** What the task asks **
Your answer must be the records below repeated word for word, with no pictures in it.

** Available data **

+===+

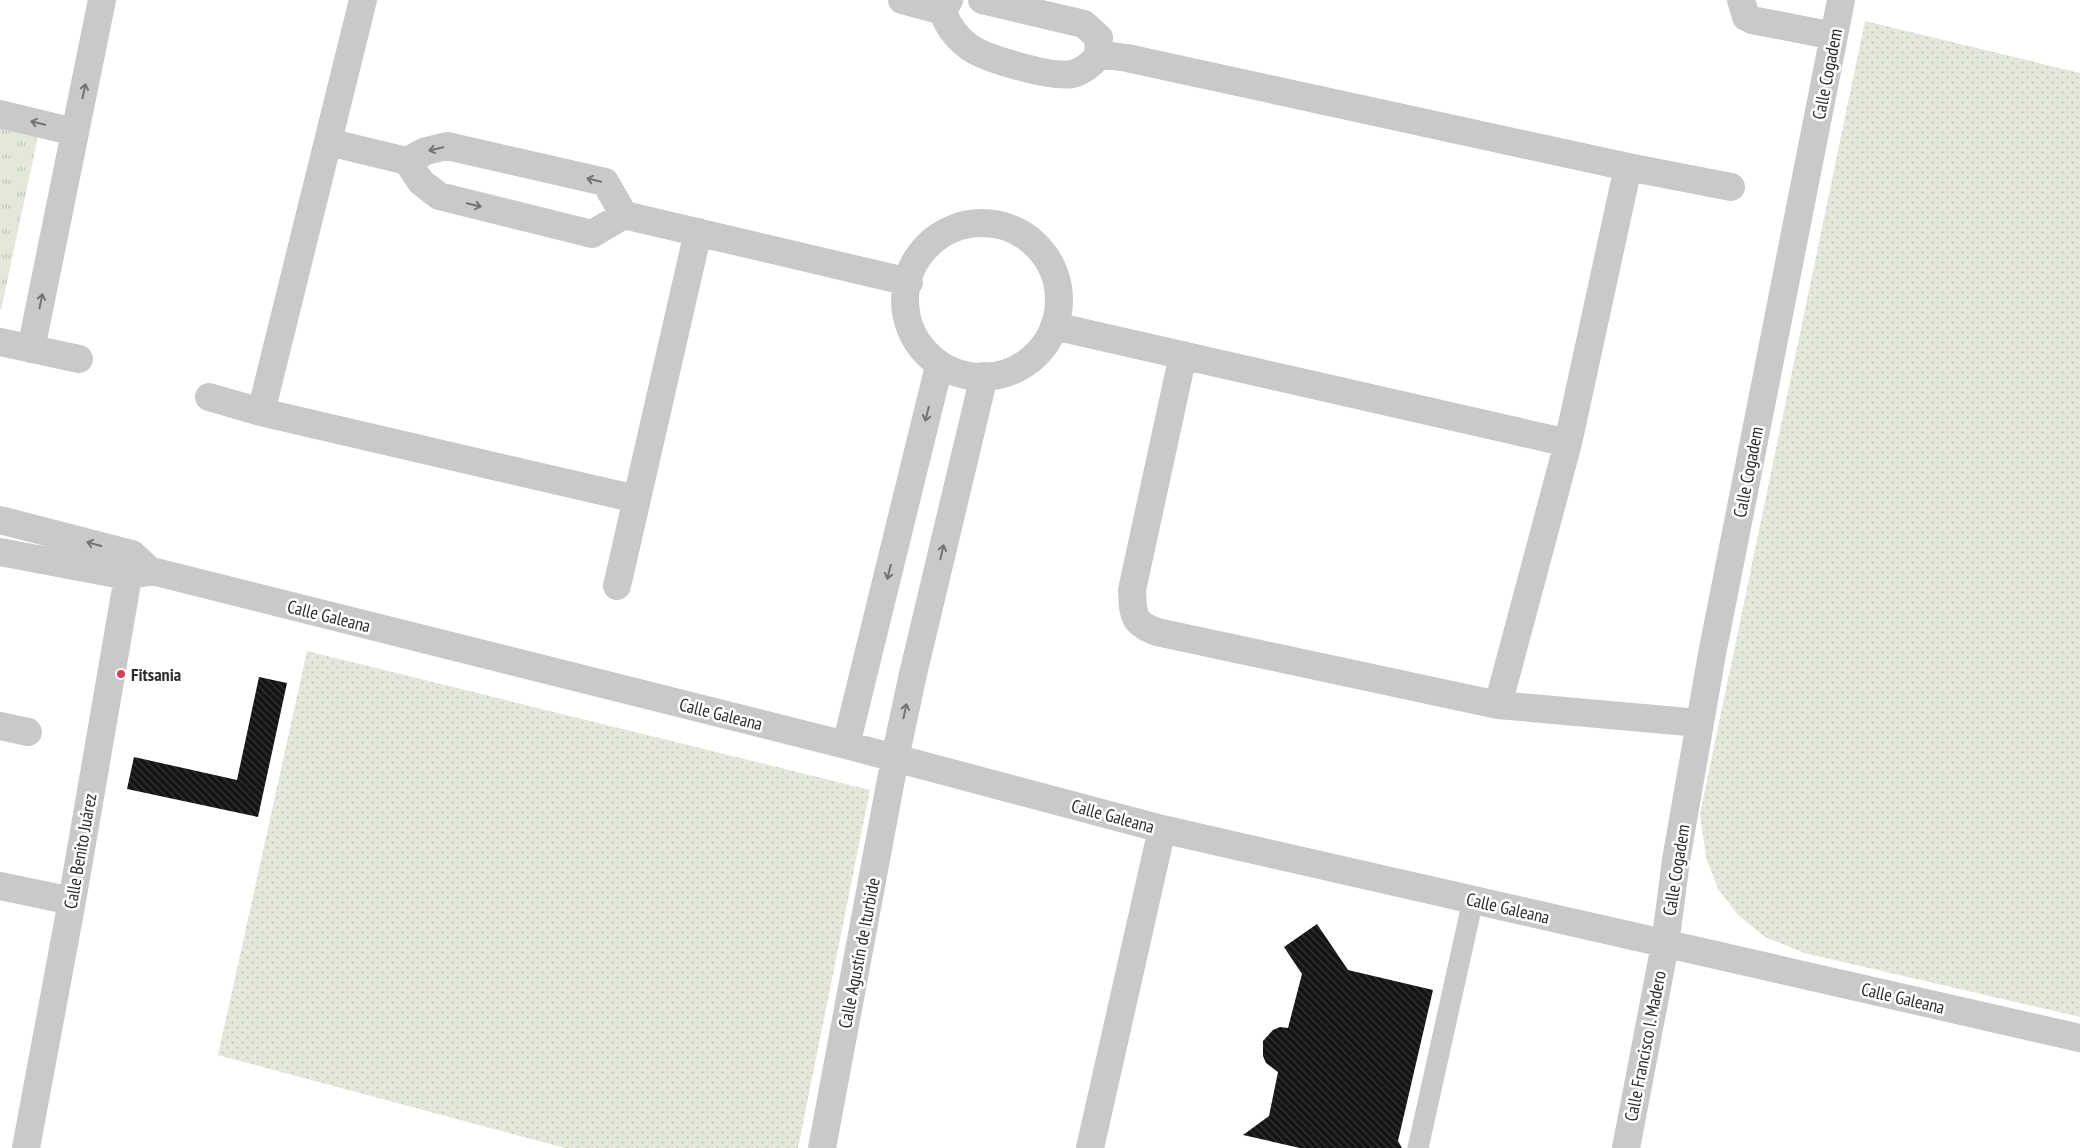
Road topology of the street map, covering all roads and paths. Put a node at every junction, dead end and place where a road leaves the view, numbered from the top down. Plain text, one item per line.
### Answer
1 (102, 0) edge
2 (363, 0) edge
3 (902, 0) edge
4 (982, 0) edge
5 (1741, 0) edge
6 (1841, 0) edge
7 (946, 5) edge
8 (1834, 36) junction
9 (1098, 54) junction
10 (0, 114) edge
11 (75, 132) junction
12 (328, 142) junction
13 (407, 161) junction
14 (1628, 167) junction
15 (1730, 187) dead end
16 (624, 215) junction
17 (698, 232) junction
18 (909, 282) junction
19 (1054, 326) junction
20 (0, 342) edge
21 (31, 349) junction
22 (1183, 355) junction
23 (79, 359) dead end
24 (939, 366) junction
25 (984, 376) junction
26 (209, 397) dead end
27 (261, 412) junction
28 (1568, 443) junction
29 (636, 499) junction
30 (0, 520) edge
31 (0, 552) edge
32 (137, 567) junction
33 (617, 586) dead end
34 (1498, 705) junction
35 (1700, 723) junction
36 (0, 726) edge
37 (28, 732) dead end
38 (846, 745) junction
39 (895, 758) junction
40 (1162, 829) junction
41 (0, 886) edge
42 (1473, 900) junction
43 (72, 901) junction
44 (1665, 945) junction
45 (2080, 1038) edge
46 (26, 1148) edge
47 (822, 1148) edge
48 (1090, 1148) edge
49 (1418, 1148) edge
50 (1626, 1148) edge

11 -> 1 street
2 - 12 street
3 - 7 street
4 - 9 street
5 - 8 street
6 - 8 street, Calle Cogadem
7 - 9 street
8 - 35 street, Calle Cogadem
9 - 14 street
11 -> 10 street
21 -> 11 street
12 - 13 street
12 - 27 street
13 -> 16 street
16 -> 13 street
14 - 15 street
14 - 28 street
16 - 17 street
17 - 18 street
17 - 29 street
18 - 19 street
18 - 24 street
19 - 22 street
19 - 25 street
20 - 21 street
21 - 23 street
22 - 28 street
22 - 34 street
24 - 25 street
24 -> 38 street
39 -> 25 street, Calle Agustín de Iturbide
26 - 27 street
27 - 29 street
28 - 34 street
29 - 33 street
32 -> 30 street
31 - 32 street
32 - 38 street, Calle Galeana
32 - 43 street, Calle Benito Juárez
34 - 35 street
35 - 44 street, Calle Cogadem
36 - 37 street
38 - 39 street, Calle Galeana
39 - 40 street, Calle Galeana
39 - 47 street, Calle Agustín de Iturbide
40 - 42 street, Calle Galeana
40 - 48 street
41 - 43 street
42 - 44 street, Calle Galeana
42 - 49 lane
43 - 46 street, Calle Benito Juárez
44 - 45 street, Calle Galeana
44 - 50 street, Calle Francisco I. Madero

+===+

** Exercise answer **
Road topology of the street map, covering all roads and paths. Put a node at every junction, dead end and place where a road leaves the view, numbered from the top down. Plain text, one item per line.
### Answer
1 (102, 0) edge
2 (363, 0) edge
3 (902, 0) edge
4 (982, 0) edge
5 (1741, 0) edge
6 (1841, 0) edge
7 (946, 5) edge
8 (1834, 36) junction
9 (1098, 54) junction
10 (0, 114) edge
11 (75, 132) junction
12 (328, 142) junction
13 (407, 161) junction
14 (1628, 167) junction
15 (1730, 187) dead end
16 (624, 215) junction
17 (698, 232) junction
18 (909, 282) junction
19 (1054, 326) junction
20 (0, 342) edge
21 (31, 349) junction
22 (1183, 355) junction
23 (79, 359) dead end
24 (939, 366) junction
25 (984, 376) junction
26 (209, 397) dead end
27 (261, 412) junction
28 (1568, 443) junction
29 (636, 499) junction
30 (0, 520) edge
31 (0, 552) edge
32 (137, 567) junction
33 (617, 586) dead end
34 (1498, 705) junction
35 (1700, 723) junction
36 (0, 726) edge
37 (28, 732) dead end
38 (846, 745) junction
39 (895, 758) junction
40 (1162, 829) junction
41 (0, 886) edge
42 (1473, 900) junction
43 (72, 901) junction
44 (1665, 945) junction
45 (2080, 1038) edge
46 (26, 1148) edge
47 (822, 1148) edge
48 (1090, 1148) edge
49 (1418, 1148) edge
50 (1626, 1148) edge

11 -> 1 street
2 - 12 street
3 - 7 street
4 - 9 street
5 - 8 street
6 - 8 street, Calle Cogadem
7 - 9 street
8 - 35 street, Calle Cogadem
9 - 14 street
11 -> 10 street
21 -> 11 street
12 - 13 street
12 - 27 street
13 -> 16 street
16 -> 13 street
14 - 15 street
14 - 28 street
16 - 17 street
17 - 18 street
17 - 29 street
18 - 19 street
18 - 24 street
19 - 22 street
19 - 25 street
20 - 21 street
21 - 23 street
22 - 28 street
22 - 34 street
24 - 25 street
24 -> 38 street
39 -> 25 street, Calle Agustín de Iturbide
26 - 27 street
27 - 29 street
28 - 34 street
29 - 33 street
32 -> 30 street
31 - 32 street
32 - 38 street, Calle Galeana
32 - 43 street, Calle Benito Juárez
34 - 35 street
35 - 44 street, Calle Cogadem
36 - 37 street
38 - 39 street, Calle Galeana
39 - 40 street, Calle Galeana
39 - 47 street, Calle Agustín de Iturbide
40 - 42 street, Calle Galeana
40 - 48 street
41 - 43 street
42 - 44 street, Calle Galeana
42 - 49 lane
43 - 46 street, Calle Benito Juárez
44 - 45 street, Calle Galeana
44 - 50 street, Calle Francisco I. Madero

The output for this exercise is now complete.